An alteration in the activity of neuronal ion channels like sodium and calcium has been implicated in the development of CIPN [12]. In particular, agents that modify calcium channel activity like ethosuximide have been found to be effective in reversing paclitaxel and vincristine induced neuropathy [14]. Gabapentin, which has been shown to bind to α2δ sub-unit of calcium channel is an established drug in the treatment of peripheral neuropathy [2]. A previous report indicates that the analgesic effect of flavone and its hydroxy derivatives was antagonized by i.v administration of calcium and a calcium channel blocker nifedipine potentiated this response [21]. This report suggests a possible role of flavones in modulating calcium channel activity and indicates a potential mechanism by which CIPN may be attenuated by flavones.

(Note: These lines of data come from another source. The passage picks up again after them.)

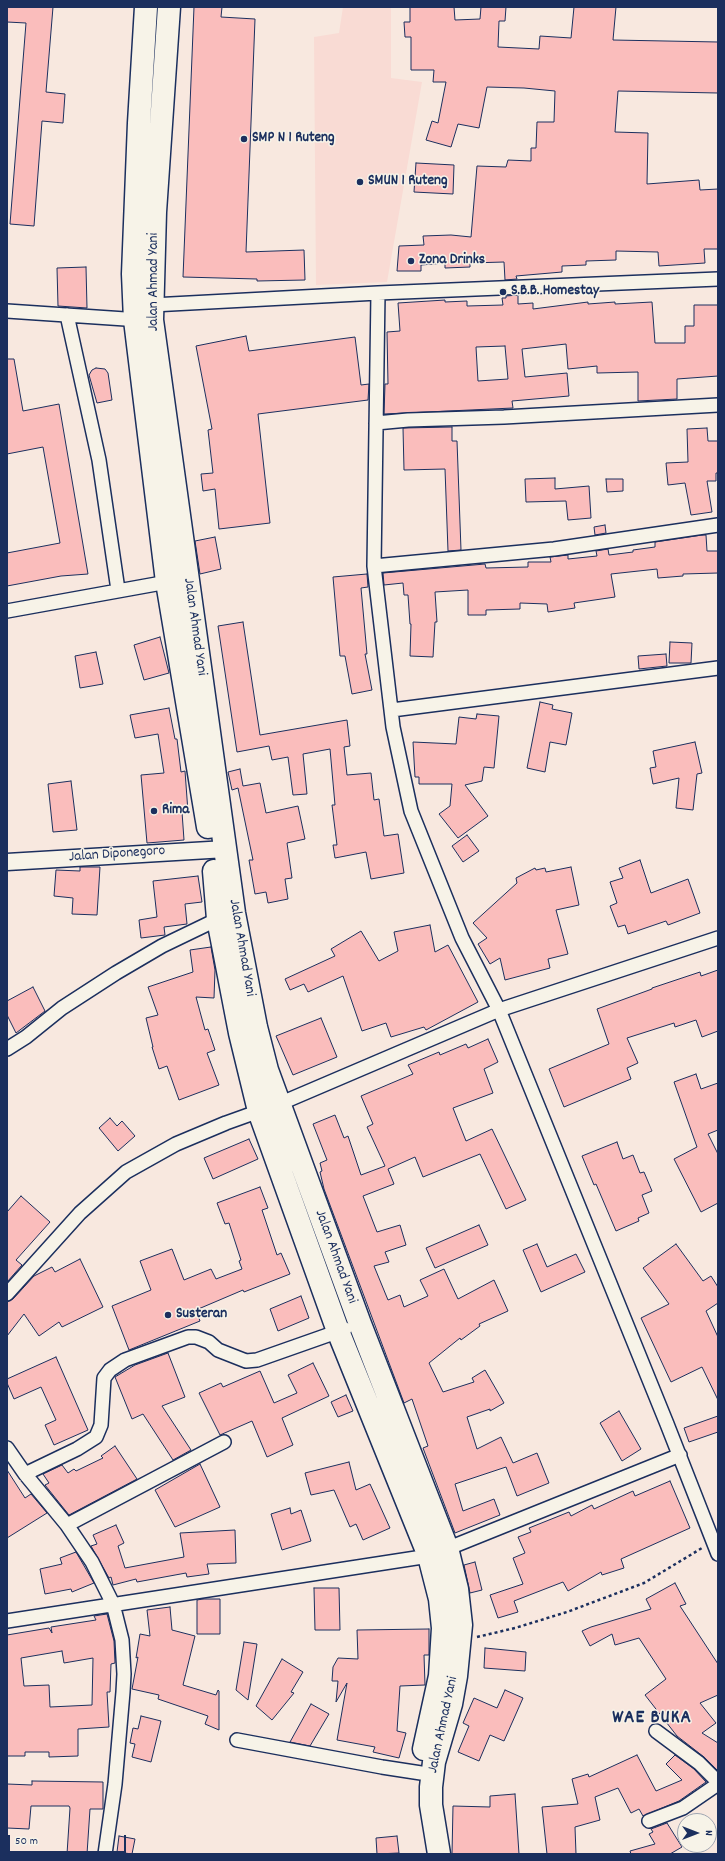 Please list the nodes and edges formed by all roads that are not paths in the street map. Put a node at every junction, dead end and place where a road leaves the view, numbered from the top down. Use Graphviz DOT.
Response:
graph roads {
  1 [pos="146,7"];
  2 [pos="169,7"];
  3 [pos="161,122"];
  4 [pos="139,123"];
  5 [pos="718,279"];
  6 [pos="378,293"];
  7 [pos="7,311"];
  8 [pos="67,315"];
  9 [pos="146,315"];
  10 [pos="718,405"];
  11 [pos="376,423"];
  12 [pos="718,525"];
  13 [pos="374,566"];
  14 [pos="177,580"];
  15 [pos="118,590"];
  16 [pos="7,611"];
  17 [pos="718,668"];
  18 [pos="392,710"];
  19 [pos="219,849"];
  20 [pos="7,862"];
  21 [pos="218,919"];
  22 [pos="718,938"];
  23 [pos="499,1010"];
  24 [pos="7,1049"];
  25 [pos="279,1104"];
  26 [pos="259,1111"];
  27 [pos="7,1294"];
  28 [pos="360,1324"];
  29 [pos="338,1331"];
  30 [pos="224,1442"];
  31 [pos="7,1448"];
  32 [pos="680,1455"];
  33 [pos="25,1474"];
  34 [pos="67,1525"];
  35 [pos="438,1552"];
  36 [pos="718,1554"];
  37 [pos="113,1604"];
  38 [pos="7,1621"];
  39 [pos="656,1731"];
  40 [pos="237,1740"];
  41 [pos="425,1765"];
  42 [pos="718,1783"];
  43 [pos="649,1821"];
  44 [pos="105,1854"];
  45 [pos="426,1854"];
  46 [pos="439,1854"];
  1 -- 4 [label="highway, Jalan Ahmad Yani"];
  2 -- 3 [label="highway, Jalan Ahmad Yani"];
  3 -- 4 [label="highway"];
  3 -- 9 [label="highway, Jalan Ahmad Yani"];
  4 -- 9 [label="highway, Jalan Ahmad Yani"];
  5 -- 6 [label="street"];
  6 -- 9 [label="street"];
  6 -- 11 [label="street"];
  7 -- 8 [label="street"];
  8 -- 9 [label="street"];
  8 -- 15 [label="street"];
  9 -- 14 [label="highway, Jalan Ahmad Yani"];
  10 -- 11 [label="street"];
  11 -- 13 [label="street"];
  12 -- 13 [label="street"];
  13 -- 18 [label="street"];
  14 -- 15 [label="street"];
  14 -- 19 [label="highway, Jalan Ahmad Yani"];
  15 -- 16 [label="street"];
  17 -- 18 [label="street"];
  18 -- 23 [label="street"];
  19 -- 20 [label="street, Jalan Diponegoro"];
  19 -- 21 [label="highway, Jalan Ahmad Yani"];
  19 -- 25 [label="highway, Jalan Ahmad Yani"];
  21 -- 24 [label="street"];
  21 -- 26 [label="highway, Jalan Ahmad Yani"];
  22 -- 23 [label="street"];
  23 -- 25 [label="street"];
  23 -- 32 [label="street"];
  25 -- 26 [label="street"];
  25 -- 28 [label="highway, Jalan Ahmad Yani"];
  26 -- 27 [label="street"];
  26 -- 29 [label="highway, Jalan Ahmad Yani"];
  28 -- 29 [label="street"];
  28 -- 35 [label="highway, Jalan Ahmad Yani"];
  29 -- 33 [label="street"];
  29 -- 35 [label="highway, Jalan Ahmad Yani"];
  30 -- 34 [label="street"];
  31 -- 33 [label="street"];
  32 -- 35 [label="street"];
  32 -- 36 [label="street"];
  33 -- 34 [label="street"];
  34 -- 37 [label="street"];
  35 -- 37 [label="street"];
  35 -- 41 [label="highway, Jalan Ahmad Yani"];
  35 -- 41 [label="highway, Jalan Ahmad Yani"];
  37 -- 38 [label="street"];
  37 -- 44 [label="street"];
  39 -- 42 [label="street"];
  40 -- 41 [label="street"];
  41 -- 45 [label="highway, Jalan Ahmad Yani"];
  41 -- 46 [label="highway, Jalan Ahmad Yani"];
  42 -- 43 [label="street"];
}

Mitochondrial generated reactive oxygen species contribute to CIPN by activating proinflammatory pathways [22] and sensitisation of TRPA1 channels with enhanced thermal sensitivity [23]. 3-hydroxy flavone and 7-hydroxy flavone offered protection against nicotine-induced cytotoxicity in cultured renal proximal tubular cells by inhibition of nicotine-induced reactive oxygen species [24].
The antioxidant activity of flavonol (3-hydroxy flavone) and its methoxy derivatives has been proposed as a possible mechanism for protection against CIPN induced by paclitaxel in mice [25]. The flavone derivatives employed in the present study may also exert similar antioxidant profile to offer protection against CIPN resulting from oxaliplatin or vincristine administration. However, further experiments may be needed to confirm this proposal.
Limitation(s)
The present investigation was limited to screening a few monohydroxy flavones for their effect on CIPN in a single animal species. Confirmation of these findings in another animal species like rat which is also widely used in neuropathy studies may further strengthen the present results. Further, a detailed structure activity relationship among flavone compounds may be envisaged by investigating polyhydroxy flavones and other derivatives of flavone to identify the most effective candidates among them to treat CIPN.
Conclusion(s)
The present study has identified the effectiveness of structurally related monohydroxy flavone derivatives in alleviating the manifestations of CIPN induced by two important cancer chemotherapeutic drugs, vincristine and oxaliplatin. The results further underscore the importance of flavonoids as a potential source of drugs effective in the management of CIPN.